A crítica à gestão Guedes
Politicamente, a questão que merece ser enfrentada é anterior à prisão de Vorcaro e à crise do Banco Master: qual era o grau de fiscalização e controle existente sobre instituições financeiras durante o governo Jair Bolsonaro?
Paulo Guedes comandou o Ministério da Economia entre 2019 e 2022, período em que o governo defendia uma agenda de liberalização econômica, redução da burocracia e maior espaço para a iniciativa privada.

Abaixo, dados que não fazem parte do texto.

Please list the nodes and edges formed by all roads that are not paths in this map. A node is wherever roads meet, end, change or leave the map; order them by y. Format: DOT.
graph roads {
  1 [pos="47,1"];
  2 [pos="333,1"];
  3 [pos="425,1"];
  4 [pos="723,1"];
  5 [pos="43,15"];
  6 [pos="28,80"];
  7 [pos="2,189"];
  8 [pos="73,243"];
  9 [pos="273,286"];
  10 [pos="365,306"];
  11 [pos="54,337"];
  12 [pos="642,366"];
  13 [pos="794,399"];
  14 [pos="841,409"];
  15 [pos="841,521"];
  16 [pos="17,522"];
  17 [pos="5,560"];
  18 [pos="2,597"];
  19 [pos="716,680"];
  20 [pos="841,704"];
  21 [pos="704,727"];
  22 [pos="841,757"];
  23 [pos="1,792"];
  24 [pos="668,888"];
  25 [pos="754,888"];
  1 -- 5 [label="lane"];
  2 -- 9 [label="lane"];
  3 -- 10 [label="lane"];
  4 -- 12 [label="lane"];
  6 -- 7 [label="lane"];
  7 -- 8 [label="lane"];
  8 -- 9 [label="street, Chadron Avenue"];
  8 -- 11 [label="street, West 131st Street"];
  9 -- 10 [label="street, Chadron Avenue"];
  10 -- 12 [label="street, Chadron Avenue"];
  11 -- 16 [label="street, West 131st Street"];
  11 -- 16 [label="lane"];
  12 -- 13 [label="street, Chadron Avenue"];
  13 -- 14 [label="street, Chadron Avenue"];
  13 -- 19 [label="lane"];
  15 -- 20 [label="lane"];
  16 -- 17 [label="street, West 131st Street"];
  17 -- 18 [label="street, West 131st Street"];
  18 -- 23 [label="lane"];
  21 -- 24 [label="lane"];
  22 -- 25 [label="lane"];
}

A crítica que agora aparece no debate parlamentar não deve ser confundida com uma acusação criminal contra o ex-ministro. O ponto central é institucional: se uma política de desregulamentação reduziu salvaguardas ou dificultou a identificação de operações suspeitas, é legítimo perguntar quem fiscalizou, quais alertas foram produzidos e quais providências foram tomadas.
A própria CPI decidiu convocar Guedes justamente para esclarecer essas questões. Em março, entretanto, o colegiado havia rejeitado um pedido de quebra dos sigilos bancário e fiscal do ex-ministro por 6 votos a 2.

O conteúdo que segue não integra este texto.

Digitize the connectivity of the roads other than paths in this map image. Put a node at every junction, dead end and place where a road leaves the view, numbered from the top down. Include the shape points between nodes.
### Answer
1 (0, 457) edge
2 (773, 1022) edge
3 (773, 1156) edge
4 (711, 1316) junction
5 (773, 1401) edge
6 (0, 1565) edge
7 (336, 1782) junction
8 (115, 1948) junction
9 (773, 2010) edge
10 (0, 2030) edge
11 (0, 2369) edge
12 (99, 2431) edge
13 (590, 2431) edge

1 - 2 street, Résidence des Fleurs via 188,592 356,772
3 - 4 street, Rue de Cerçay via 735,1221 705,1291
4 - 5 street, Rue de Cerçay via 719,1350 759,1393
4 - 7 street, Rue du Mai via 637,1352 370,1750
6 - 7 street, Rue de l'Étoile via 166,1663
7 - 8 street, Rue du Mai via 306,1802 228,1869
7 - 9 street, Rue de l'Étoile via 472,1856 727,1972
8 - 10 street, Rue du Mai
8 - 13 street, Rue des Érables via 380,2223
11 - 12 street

Portanto, uma reportagem responsável deve separar três níveis diferentes: as decisões políticas de Guedes, as responsabilidades regulatórias do Banco Central e as eventuais práticas criminosas atribuídas a Vorcaro. Não é possível transformar uma discussão sobre política econômica em prova de participação criminal sem elementos que estabeleçam essa ligação.

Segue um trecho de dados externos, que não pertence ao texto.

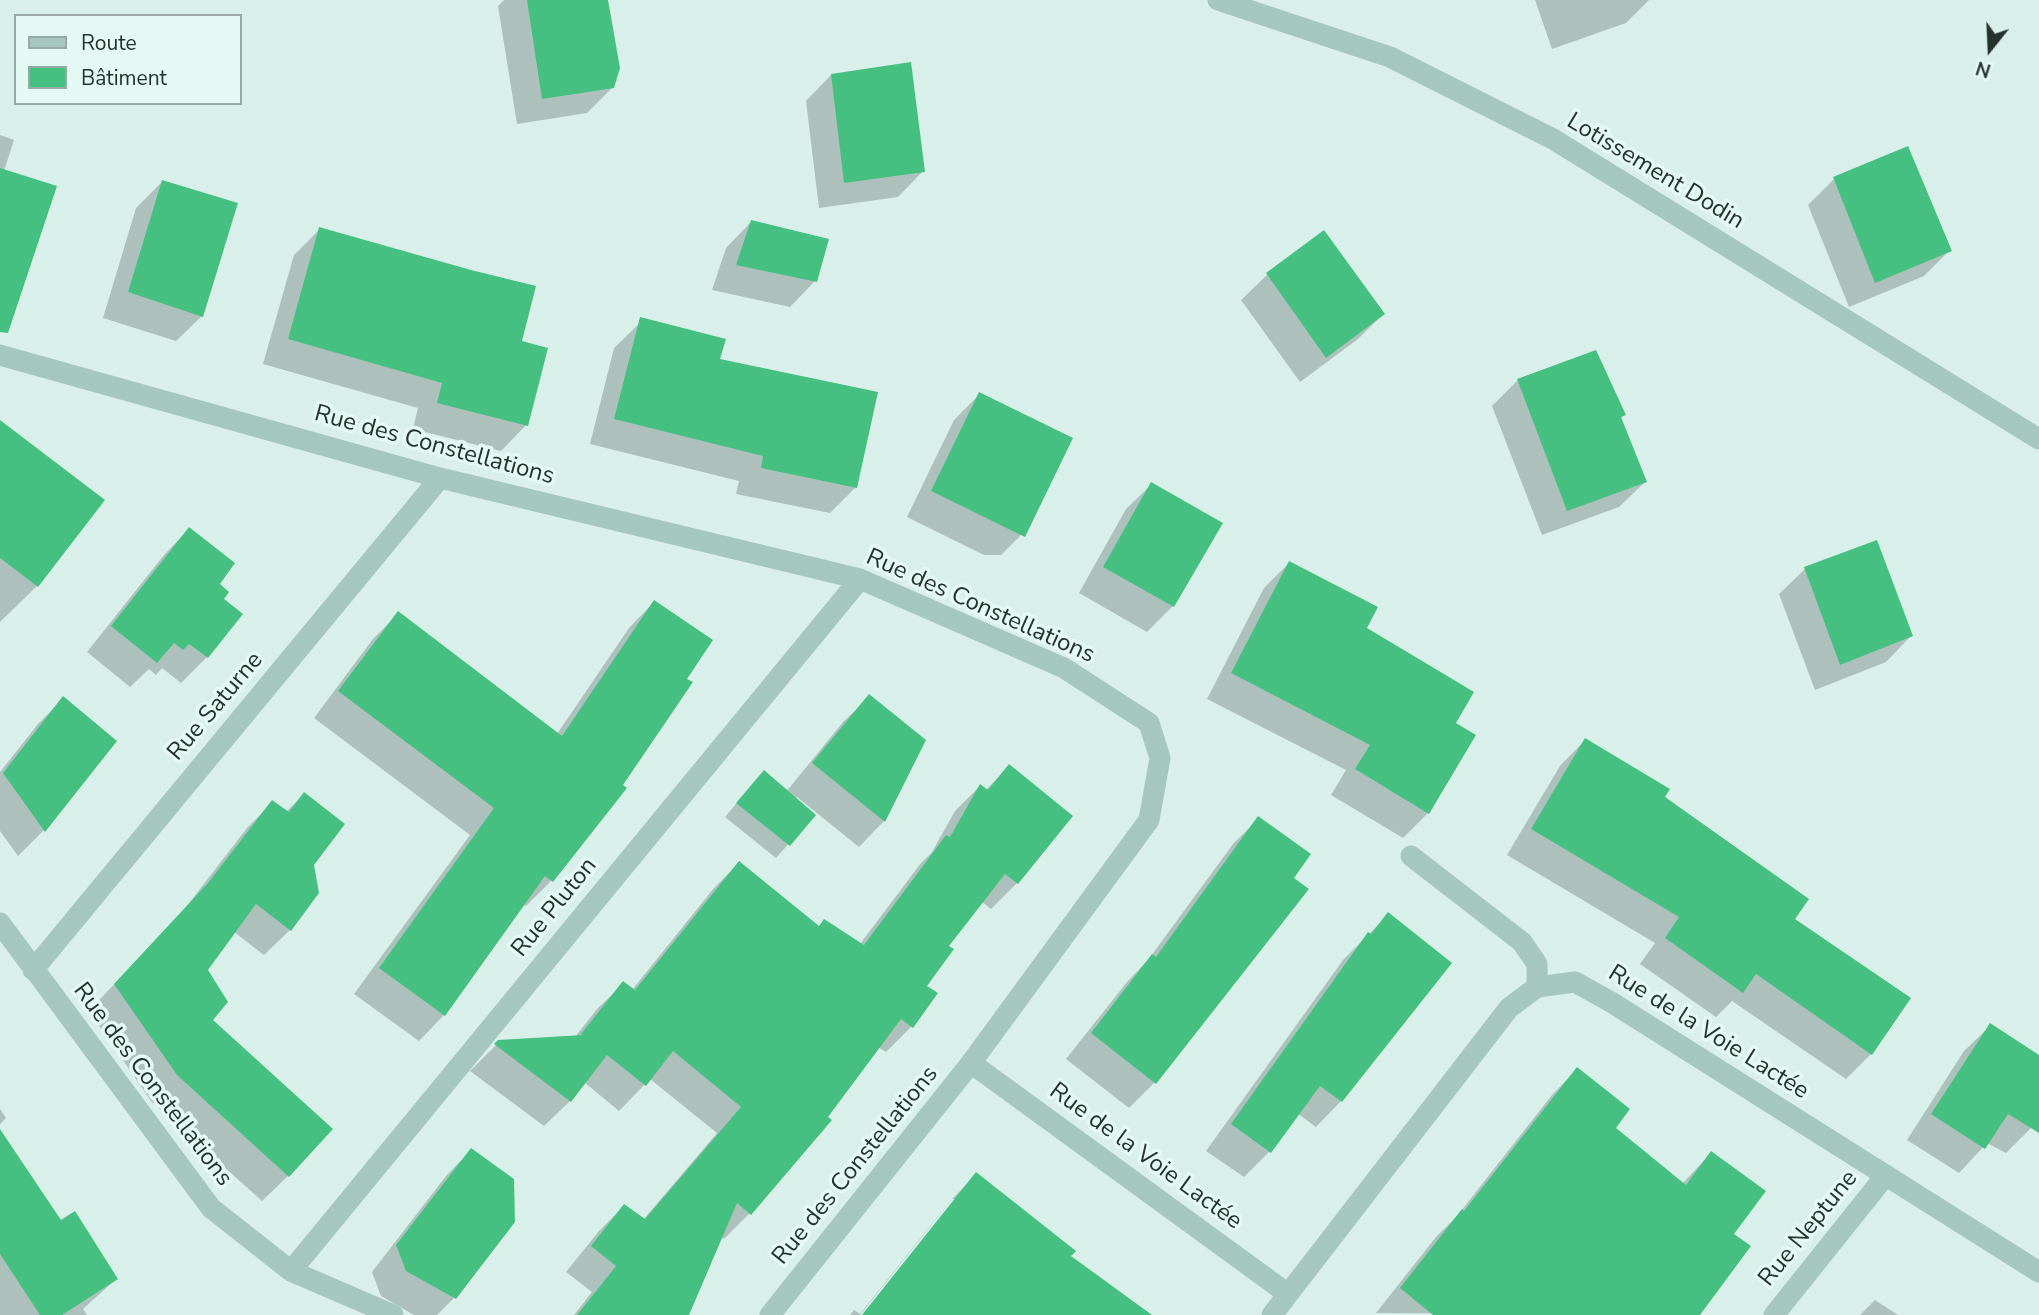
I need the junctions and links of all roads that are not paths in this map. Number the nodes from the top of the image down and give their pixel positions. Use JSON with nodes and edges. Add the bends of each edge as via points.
{"nodes":[{"id":1,"x":1218,"y":0,"type":"edge"},
{"id":2,"x":0,"y":355,"type":"edge"},
{"id":3,"x":2039,"y":439,"type":"edge"},
{"id":4,"x":440,"y":478,"type":"junction"},
{"id":5,"x":860,"y":579,"type":"junction"},
{"id":6,"x":1411,"y":856,"type":"dead end"},
{"id":7,"x":0,"y":923,"type":"edge"},
{"id":8,"x":33,"y":970,"type":"junction"},
{"id":9,"x":1537,"y":987,"type":"junction"},
{"id":10,"x":971,"y":1063,"type":"junction"},
{"id":11,"x":1885,"y":1175,"type":"junction"},
{"id":12,"x":291,"y":1271,"type":"junction"},
{"id":13,"x":2039,"y":1272,"type":"edge"},
{"id":14,"x":1288,"y":1294,"type":"junction"},
{"id":15,"x":394,"y":1315,"type":"edge"},
{"id":16,"x":770,"y":1315,"type":"edge"},
{"id":17,"x":1272,"y":1315,"type":"edge"},
{"id":18,"x":1774,"y":1315,"type":"edge"}],
"edges":[{"from":1,"to":3,"type":"street","name":"Lotissement Dodin","via":[[1390,57],[1553,139]]},
{"from":2,"to":4,"type":"street","name":"Rue des Constellations"},
{"from":4,"to":5,"type":"street","name":"Rue des Constellations"},
{"from":4,"to":8,"type":"street","name":"Rue Saturne"},
{"from":5,"to":10,"type":"street","name":"Rue des Constellations","via":[[1064,668],[1149,723],[1160,758],[1149,820]]},
{"from":5,"to":12,"type":"street","name":"Rue Pluton"},
{"from":6,"to":9,"type":"street","via":[[1522,942],[1537,964]]},
{"from":7,"to":8,"type":"street","name":"Rue des Constellations"},
{"from":8,"to":12,"type":"street","name":"Rue des Constellations","via":[[211,1208]]},
{"from":9,"to":11,"type":"street","name":"Rue de la Voie Lactée","via":[[1575,982]]},
{"from":9,"to":14,"type":"street","name":"Rue de la Voie Lactée","via":[[1509,1008]]},
{"from":10,"to":14,"type":"street","name":"Rue de la Voie Lactée"},
{"from":10,"to":16,"type":"street","name":"Rue des Constellations"},
{"from":11,"to":13,"type":"street","name":"Rue de la Voie Lactée"},
{"from":11,"to":18,"type":"street","name":"Rue Neptune"},
{"from":12,"to":15,"type":"street","name":"Rue des Constellations"},
{"from":14,"to":17,"type":"street","name":"Rue de la Voie Lactée"}]}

Um banco cercado por relações de poder
O caso Banco Master tornou-se particularmente sensível porque os documentos da PF revelam uma sucessão de relações entre Daniel Vorcaro e figuras de enorme influência.
Há registros de contatos com integrantes do STF, procuradores, policiais federais, políticos e empresários. O próprio Vorcaro teria procurado diferentes interlocutores para obter apoio diante das dificuldades enfrentadas pelo banco.
Em outro braço da investigação, a PF encontrou mensagens que apontam para uma relação próxima entre Vorcaro e servidores do Banco Central. Segundo os investigadores, dois servidores teriam fornecido informações e orientações ao banqueiro, enquanto também são investigados por possíveis vantagens financeiras.
Esse conjunto de informações ajuda a explicar por que o caso deixou de ser apenas uma investigação sobre um banco e passou a representar uma crise de confiança envolvendo instituições públicas e privadas.
O vídeo e a repercussão
Nome sugerido para o vídeo: “Caso Banco Master: filho de Gonet, viagem a Londres e a rede de relações de Vorcaro”
A revelação sobre Pedro Gonet acrescenta uma nova peça ao quebra-cabeça. O relatório da Polícia Federal descreve um convite para uma viagem internacional com despesas pagas por um banco posteriormente colocado sob investigação e que teve seu controlador preso.
O episódio, isoladamente, não prova corrupção nem benefício ilícito. Mas a combinação de convites, despesas pagas, contatos entre autoridades e o banqueiro e pedidos de ajuda registrados nas mensagens cria um quadro que exige esclarecimentos públicos.
A questão central não é apenas saber quem viajaria para Londres. É entender por que um banqueiro investigado mantinha tamanha proximidade com pessoas ligadas às principais instituições do sistema de Justiça brasileiro e até onde iam essas relações.
O caso também impõe um desafio à transparência institucional. Quando um empresário oferece despesas, organiza eventos e mantém contatos com autoridades e familiares de autoridades, a aparência de independência pode ser colocada em dúvida mesmo antes de existir uma conclusão criminal.
Por isso, a investigação precisa avançar com rigor, sem transformar suspeitas em condenações antecipadas, mas também sem minimizar fatos documentados. O episódio envolvendo Pedro Gonet, Daniel Vorcaro e Ciro Soares é mais um elemento de uma investigação que agora alcança diferentes níveis do poder público e coloca sob pressão a relação entre dinheiro, influência e Estado.